Link jumps at the chance to rescue his daughter, but after several days he realizes that her situation is far more dangerous and complicated than he thought. Link is forced to return to his former wild lifestyle in order to protect his daughter, revisiting dangerous former allies and hideouts. In the process, a father and daughter begin to find each other--and the danger that might consume them.
PUBLISHERS WEEKLY
Returning to the territory he mined so well in Martini Shot and Hot Plastic, Craig pens a rollicking if formulaic tale of a father coming to terms with his past and a daughter confronting her demons as they go on the lam from a Tijuana drug cartel. After shooting her mob-boss boyfriend, Jonah, in the midst of a drug heist, Lydia Carson turns to the only person she has left to trust her Hell's Angel-with-a-heart-of-gold father, John Link. Lydia and John have been estranged more than a decade while he's been doing time for homicide. Raised by her mother and a series of grotesque stepfathers, Lydia has fallen into an ever-deepening cycle of drug abuse and delinquency. But together father and daughter dodge the cops, who want Lydia in connection with a murder she didn't commit, as well as Jonah's old gang, who want revenge for reasons unclear until the end, all the while making up for those lost years.

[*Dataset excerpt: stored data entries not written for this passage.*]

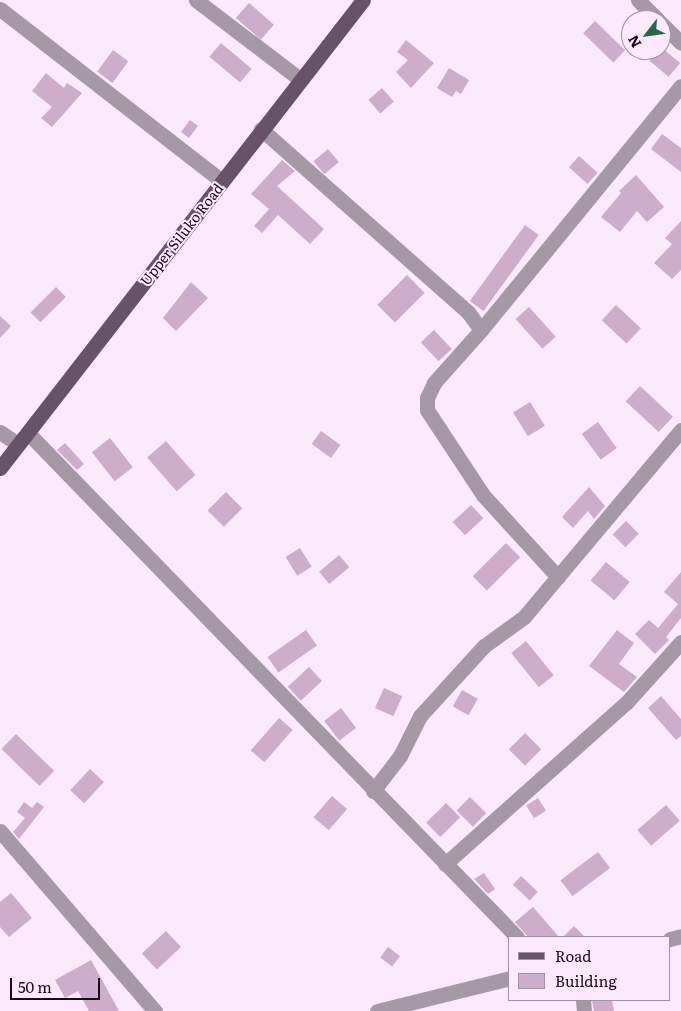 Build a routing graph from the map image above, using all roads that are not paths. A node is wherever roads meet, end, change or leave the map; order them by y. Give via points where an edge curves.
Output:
1 (196, 0) edge
2 (363, 0) edge
3 (638, 0) edge
4 (0, 10) edge
5 (648, 10) edge
6 (671, 33) edge
7 (681, 43) edge
8 (301, 80) junction
9 (681, 86) edge
10 (261, 129) junction
11 (222, 181) junction
12 (481, 330) junction
13 (681, 430) edge
14 (0, 432) edge
15 (28, 433) junction
16 (18, 444) junction
17 (0, 468) edge
18 (558, 577) junction
19 (681, 642) edge
20 (373, 791) junction
21 (0, 831) edge
22 (445, 864) junction
23 (516, 936) edge
24 (508, 978) edge
25 (155, 1011) edge
26 (377, 1011) edge

1 - 8 street
2 - 8 main road, Upper Siluko Road
3 - 5 street
4 - 11 street
6 - 7 street
8 - 10 main road, Upper Siluko Road
9 - 12 street
10 - 11 main road, Upper Siluko Road
10 - 12 street via 468,312
11 - 15 main road, Upper Siluko Road
12 - 18 street via 434,383 426,398 427,410 483,495
13 - 18 street
14 - 16 street
15 - 16 main road, Upper Siluko Road
15 - 20 street
16 - 17 main road, Upper Siluko Road
18 - 20 street via 524,618 484,646 420,716 400,756
19 - 22 street via 626,703
20 - 22 street
21 - 25 street
22 - 23 street
24 - 26 street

As with Craig's previous books, this is, at heart, an exploration of what it means to be family. After John gives Lydia her first lesson on driving a motorcycle, he realizes that "all the weight of his own history... could finally have a purpose" if only he can help his daughter out of the mess she's made. It's moments like this that raise the book above its Hollywood clich plot and make it an engaging, affecting read.